We create applications in an age of simple, powerful, flexible databases that do magic for us. There’s a large variety of modern databases that supply just what’s needed for lots of use cases, so we can pick the right tool for the job. We’ve never had it better, right? So why is “it’s the database again” still a sufficient explanation for a lot of outages and performance problems?
The reality is that as we’ve made huge strides in data management, we’ve both simplified and complicated our lives. One important way this has unfolded is precisely because of the diversity of choice we have. The phrase “choose the right tool for the job” is another way of saying “introduce diversity and complexity into the persistence tier.”
The World Has Changed
If you draw your application’s high-level architecture diagram on the whiteboard, what does it look like?
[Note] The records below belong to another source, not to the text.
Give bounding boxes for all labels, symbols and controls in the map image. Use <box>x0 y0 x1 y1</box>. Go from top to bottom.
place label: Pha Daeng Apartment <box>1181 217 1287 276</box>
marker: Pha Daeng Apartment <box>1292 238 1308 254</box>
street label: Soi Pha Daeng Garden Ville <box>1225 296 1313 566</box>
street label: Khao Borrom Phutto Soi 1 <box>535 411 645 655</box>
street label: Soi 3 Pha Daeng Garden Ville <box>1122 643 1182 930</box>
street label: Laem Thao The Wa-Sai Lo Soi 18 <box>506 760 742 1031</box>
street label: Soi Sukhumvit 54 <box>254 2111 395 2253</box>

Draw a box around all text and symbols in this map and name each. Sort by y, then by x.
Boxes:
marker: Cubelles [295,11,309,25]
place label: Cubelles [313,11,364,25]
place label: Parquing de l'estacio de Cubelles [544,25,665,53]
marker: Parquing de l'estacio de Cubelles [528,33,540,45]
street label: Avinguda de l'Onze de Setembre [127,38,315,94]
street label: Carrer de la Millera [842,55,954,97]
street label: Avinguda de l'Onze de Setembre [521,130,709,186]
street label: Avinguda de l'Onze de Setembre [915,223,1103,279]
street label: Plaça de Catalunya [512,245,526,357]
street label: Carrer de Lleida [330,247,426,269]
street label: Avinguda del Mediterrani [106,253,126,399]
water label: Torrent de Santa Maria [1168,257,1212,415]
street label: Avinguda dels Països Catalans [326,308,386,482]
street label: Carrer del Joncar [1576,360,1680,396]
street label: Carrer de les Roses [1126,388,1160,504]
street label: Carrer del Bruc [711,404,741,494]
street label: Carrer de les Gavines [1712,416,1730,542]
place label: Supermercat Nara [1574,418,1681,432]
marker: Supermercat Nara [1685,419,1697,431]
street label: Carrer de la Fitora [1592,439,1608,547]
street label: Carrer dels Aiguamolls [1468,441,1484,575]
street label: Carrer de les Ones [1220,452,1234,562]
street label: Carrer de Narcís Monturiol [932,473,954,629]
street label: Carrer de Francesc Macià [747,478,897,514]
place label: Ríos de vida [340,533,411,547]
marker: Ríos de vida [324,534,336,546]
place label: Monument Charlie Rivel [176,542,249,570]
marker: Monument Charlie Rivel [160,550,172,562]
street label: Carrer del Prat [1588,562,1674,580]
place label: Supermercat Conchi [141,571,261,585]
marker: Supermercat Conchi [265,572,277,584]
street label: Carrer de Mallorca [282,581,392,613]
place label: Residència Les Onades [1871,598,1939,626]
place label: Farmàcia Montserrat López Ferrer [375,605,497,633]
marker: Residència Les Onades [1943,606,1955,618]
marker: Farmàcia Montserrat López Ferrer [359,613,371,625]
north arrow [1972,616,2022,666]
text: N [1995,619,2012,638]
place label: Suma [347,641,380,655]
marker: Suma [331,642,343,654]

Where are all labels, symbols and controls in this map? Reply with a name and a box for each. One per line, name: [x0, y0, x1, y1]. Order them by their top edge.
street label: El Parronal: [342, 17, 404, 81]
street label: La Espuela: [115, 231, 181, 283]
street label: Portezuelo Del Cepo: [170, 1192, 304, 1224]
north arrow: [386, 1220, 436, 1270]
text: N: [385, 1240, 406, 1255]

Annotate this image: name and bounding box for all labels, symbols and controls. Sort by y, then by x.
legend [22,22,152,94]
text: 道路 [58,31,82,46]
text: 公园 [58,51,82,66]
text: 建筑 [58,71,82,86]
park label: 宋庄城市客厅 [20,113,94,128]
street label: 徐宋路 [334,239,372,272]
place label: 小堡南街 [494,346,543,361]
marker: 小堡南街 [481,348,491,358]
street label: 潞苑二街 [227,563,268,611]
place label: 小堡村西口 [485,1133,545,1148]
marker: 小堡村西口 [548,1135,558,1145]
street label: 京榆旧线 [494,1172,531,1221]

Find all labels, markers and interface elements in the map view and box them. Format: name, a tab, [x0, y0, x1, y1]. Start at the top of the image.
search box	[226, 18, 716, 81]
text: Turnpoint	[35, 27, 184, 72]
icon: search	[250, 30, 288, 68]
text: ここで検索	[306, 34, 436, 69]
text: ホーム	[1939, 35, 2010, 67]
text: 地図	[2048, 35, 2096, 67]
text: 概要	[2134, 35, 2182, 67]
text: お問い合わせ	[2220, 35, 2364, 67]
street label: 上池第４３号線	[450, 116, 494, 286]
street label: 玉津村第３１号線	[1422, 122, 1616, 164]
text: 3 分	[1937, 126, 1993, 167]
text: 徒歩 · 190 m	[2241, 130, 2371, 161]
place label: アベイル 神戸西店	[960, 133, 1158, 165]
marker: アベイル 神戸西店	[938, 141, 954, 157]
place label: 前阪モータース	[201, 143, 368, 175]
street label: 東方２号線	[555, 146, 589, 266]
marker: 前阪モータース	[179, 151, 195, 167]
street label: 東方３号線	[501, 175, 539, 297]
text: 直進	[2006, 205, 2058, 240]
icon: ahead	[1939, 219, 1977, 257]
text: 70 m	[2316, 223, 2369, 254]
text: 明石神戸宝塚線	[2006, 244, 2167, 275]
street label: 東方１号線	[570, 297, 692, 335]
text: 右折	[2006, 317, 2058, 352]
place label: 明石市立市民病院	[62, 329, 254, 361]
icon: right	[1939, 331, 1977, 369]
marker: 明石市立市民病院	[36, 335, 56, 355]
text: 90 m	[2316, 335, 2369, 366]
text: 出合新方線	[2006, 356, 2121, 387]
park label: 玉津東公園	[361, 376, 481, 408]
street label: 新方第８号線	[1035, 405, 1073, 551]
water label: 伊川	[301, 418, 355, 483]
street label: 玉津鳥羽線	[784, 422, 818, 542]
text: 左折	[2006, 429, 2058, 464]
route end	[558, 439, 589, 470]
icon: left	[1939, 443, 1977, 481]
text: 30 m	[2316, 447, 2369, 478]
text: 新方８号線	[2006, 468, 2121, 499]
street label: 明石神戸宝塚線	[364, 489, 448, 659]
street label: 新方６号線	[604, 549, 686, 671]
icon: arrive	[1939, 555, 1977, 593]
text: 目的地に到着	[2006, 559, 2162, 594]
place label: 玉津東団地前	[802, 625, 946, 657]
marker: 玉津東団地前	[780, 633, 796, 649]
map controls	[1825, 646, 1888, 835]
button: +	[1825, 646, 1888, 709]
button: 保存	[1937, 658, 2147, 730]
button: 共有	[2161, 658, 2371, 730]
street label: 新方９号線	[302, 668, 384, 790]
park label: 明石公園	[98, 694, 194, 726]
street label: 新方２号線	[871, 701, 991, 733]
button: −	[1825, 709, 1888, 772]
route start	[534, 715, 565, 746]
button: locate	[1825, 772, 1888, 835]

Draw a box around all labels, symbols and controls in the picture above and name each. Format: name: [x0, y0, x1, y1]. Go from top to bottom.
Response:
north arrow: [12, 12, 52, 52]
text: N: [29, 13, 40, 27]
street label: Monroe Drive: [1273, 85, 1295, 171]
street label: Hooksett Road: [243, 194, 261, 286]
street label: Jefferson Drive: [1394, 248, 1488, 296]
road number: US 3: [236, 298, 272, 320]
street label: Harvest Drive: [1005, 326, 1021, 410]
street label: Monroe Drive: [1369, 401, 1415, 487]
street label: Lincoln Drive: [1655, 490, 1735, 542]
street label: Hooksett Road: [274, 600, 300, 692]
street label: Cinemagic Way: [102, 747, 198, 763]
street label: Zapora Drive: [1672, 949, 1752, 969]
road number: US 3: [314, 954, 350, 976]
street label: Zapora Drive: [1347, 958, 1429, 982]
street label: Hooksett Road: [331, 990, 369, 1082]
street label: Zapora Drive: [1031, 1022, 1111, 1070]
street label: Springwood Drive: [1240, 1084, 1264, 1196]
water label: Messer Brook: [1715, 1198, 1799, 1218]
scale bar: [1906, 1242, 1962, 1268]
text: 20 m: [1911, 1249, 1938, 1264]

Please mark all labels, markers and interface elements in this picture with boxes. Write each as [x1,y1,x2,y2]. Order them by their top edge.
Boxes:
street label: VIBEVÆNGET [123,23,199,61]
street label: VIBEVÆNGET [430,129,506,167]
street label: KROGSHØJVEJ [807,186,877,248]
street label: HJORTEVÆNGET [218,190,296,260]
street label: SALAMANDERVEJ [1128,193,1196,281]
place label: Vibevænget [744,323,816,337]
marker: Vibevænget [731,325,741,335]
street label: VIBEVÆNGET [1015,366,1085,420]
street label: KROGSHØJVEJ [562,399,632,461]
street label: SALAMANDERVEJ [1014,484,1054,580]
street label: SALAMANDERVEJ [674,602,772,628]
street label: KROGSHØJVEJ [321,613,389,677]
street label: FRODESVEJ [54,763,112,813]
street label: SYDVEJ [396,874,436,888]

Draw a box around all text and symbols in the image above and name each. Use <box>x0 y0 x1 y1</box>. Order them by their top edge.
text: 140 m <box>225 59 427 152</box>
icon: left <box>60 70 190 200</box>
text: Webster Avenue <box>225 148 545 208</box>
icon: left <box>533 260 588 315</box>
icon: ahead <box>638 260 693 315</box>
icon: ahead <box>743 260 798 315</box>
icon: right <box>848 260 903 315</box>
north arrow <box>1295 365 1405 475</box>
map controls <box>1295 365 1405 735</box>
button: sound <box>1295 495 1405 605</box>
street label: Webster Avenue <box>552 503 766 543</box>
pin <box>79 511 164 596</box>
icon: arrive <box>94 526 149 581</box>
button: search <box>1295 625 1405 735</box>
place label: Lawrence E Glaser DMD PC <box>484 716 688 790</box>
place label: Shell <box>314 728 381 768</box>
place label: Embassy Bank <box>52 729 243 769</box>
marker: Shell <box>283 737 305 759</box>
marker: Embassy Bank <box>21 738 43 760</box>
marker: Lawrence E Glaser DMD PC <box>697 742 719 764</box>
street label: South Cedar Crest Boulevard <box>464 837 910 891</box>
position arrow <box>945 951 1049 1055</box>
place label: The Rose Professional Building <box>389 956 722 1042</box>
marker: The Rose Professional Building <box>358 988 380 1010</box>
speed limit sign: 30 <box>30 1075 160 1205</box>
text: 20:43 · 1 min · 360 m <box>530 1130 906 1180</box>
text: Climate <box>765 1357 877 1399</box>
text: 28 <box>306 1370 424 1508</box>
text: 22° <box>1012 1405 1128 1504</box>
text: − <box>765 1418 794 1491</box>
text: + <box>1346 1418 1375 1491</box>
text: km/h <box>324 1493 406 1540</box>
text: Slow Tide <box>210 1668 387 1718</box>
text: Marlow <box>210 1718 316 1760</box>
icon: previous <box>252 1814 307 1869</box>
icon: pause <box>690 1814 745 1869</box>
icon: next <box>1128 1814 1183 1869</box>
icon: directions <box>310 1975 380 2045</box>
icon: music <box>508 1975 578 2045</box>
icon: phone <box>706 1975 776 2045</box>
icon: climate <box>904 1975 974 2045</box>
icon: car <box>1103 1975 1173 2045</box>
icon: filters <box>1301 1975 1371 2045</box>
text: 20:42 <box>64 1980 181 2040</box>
Chances are you’ll draw some variation on a classic three-tier architecture.
The top tier is the app’s presentation logic, which might include things like a PHP website, an AngularJS in-browser app, or a mobile app. The second tier is the business logic, where policies and rules are encapsulated. In a modern app this is likely to be expressed as a set of APIs and/or internal services.
And at the bottom we have the database. It used to be that you chose one
database. “We use Oracle.” (Or SQL Server, or MySQL, or MongoDB, or PostgreSQL.) But something’s wrong! This diagram is badly out of date. A crude sketch of a modern application will look completely different:
A few things have changed. First, each tier is a distributed
system. Everything is distributed these days. This is a big deal and I’ll return to this later. But that’s not all that has happened.
In the persistence tier, we have not only distributed our persistence needs (clustering or sharding, as the case may be), but we have multiple technologies and paradigms
. In this diagram, we have MySQL (relational), Kafka (messaging/queueing), Cassandra (columnar), Redis (key-value), and ElasticSearch (document-oriented, search, has-no-official-logo). Each of these provides differing data models and functionality. Choose the best tool for the job, right?
Welcome to the world of polyglot persistence
. Google search for nearly any modern application’s technology stack, and you’ll find polyglot persistence. A few examples:
- Stack Exchange: SQL Server, Redis, Cassandra, Elasticsearch…
- Shopify: MySQL, Kafka, Redis, Memcached…
- Uber: MongoDB, Redis, MySQL, PostgreSQL, Kafka, Elasticsearch…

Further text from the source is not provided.